Desde siempre, la historia se ha interesado por imaginar cómo habría sido la manifestación primigenia de la arquitectura. Esta búsqueda frecuentemente se centró en la idea de protección para las personas y se resumió en la acción física de "cubrir" un espacio. Desde hace algunas décadas, otros ingredientes menos físicos han venido a dar carta de naturaleza arquitectónica a otras acciones como calentar, iluminar, acumular información o convocar a las personas.
Queremos construir un sencillo manifiesto de arquitectura contemporánea. Los árboles que allí nos reciben son ya parte del proyecto. También lo será el plano del suelo
una vez limpio de todo accidente para convertirlo en el soporte neutro que recibirá la actividad cotidiana. Lo pavimentaremos de un solo material pero en diferentes colores y texturas.

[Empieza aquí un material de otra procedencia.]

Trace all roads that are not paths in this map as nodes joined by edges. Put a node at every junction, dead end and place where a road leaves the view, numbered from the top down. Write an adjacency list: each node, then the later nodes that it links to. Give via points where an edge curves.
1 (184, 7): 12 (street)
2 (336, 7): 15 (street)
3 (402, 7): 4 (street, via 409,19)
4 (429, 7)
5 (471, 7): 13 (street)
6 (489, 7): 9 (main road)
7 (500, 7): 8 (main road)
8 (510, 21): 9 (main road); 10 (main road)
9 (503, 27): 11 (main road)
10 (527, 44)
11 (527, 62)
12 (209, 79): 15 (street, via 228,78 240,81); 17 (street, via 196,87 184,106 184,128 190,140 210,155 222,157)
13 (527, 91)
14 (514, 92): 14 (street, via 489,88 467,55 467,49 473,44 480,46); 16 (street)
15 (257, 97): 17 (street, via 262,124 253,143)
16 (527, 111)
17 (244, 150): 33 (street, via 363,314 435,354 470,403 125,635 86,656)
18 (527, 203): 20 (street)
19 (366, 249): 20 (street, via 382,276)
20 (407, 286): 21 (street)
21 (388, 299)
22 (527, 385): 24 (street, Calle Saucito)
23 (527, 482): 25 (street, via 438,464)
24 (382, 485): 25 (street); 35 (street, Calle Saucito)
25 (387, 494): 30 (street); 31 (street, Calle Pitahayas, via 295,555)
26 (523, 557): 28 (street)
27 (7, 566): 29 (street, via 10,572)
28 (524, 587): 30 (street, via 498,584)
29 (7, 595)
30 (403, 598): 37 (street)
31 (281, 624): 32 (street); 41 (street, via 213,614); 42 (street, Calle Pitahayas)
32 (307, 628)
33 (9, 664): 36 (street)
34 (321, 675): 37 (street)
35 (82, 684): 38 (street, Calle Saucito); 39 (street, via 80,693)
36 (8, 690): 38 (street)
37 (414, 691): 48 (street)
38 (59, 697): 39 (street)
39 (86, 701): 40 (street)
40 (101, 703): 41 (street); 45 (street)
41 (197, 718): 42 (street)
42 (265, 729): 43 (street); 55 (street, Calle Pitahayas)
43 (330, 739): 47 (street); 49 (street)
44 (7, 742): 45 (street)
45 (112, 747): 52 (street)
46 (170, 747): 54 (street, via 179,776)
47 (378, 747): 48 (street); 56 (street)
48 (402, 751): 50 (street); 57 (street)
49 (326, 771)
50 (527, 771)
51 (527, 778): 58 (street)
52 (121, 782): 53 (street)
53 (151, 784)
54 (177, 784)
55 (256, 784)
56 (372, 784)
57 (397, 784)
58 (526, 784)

Algunas de sus piezas emergen de su plano liberándose para sugerir la acción de sentarse, tumbarse, reunirse o conectarse simulando una serie de bancos, mesas o altares urbanos.
Sólo nos queda conquistar el aire y lo hacemos mediante la construcción de una gran pieza ingrávida que ilumina, calienta, informa, emite sonidos y olores programados o facilita conexión wi-fi a los transeúntes mientras describe un trazado lineal que dibuja el contorno invisible del espacio liberado por los árboles. Tres postes permiten colgarla a la altura de las copas de los árboles. Durante el día, el protagonismo es para el suelo. Por la noche, surge la luz sin percibirse de dónde cuelga la lámpara y se oscurece el suelo.
Ambas acciones son independientes en geometría y espíritu: pavimentar y equipar energéticamente son las nuevas acciones en las que se convierte la construcción de la cabaña contemporánea. El sueño de un Laugier transpuesto al siglo XXI visita una ciudad histórica en transformación. Pasado, presente y futuro se dan cita en un punto clave para las recientes conquistas democráticas del país.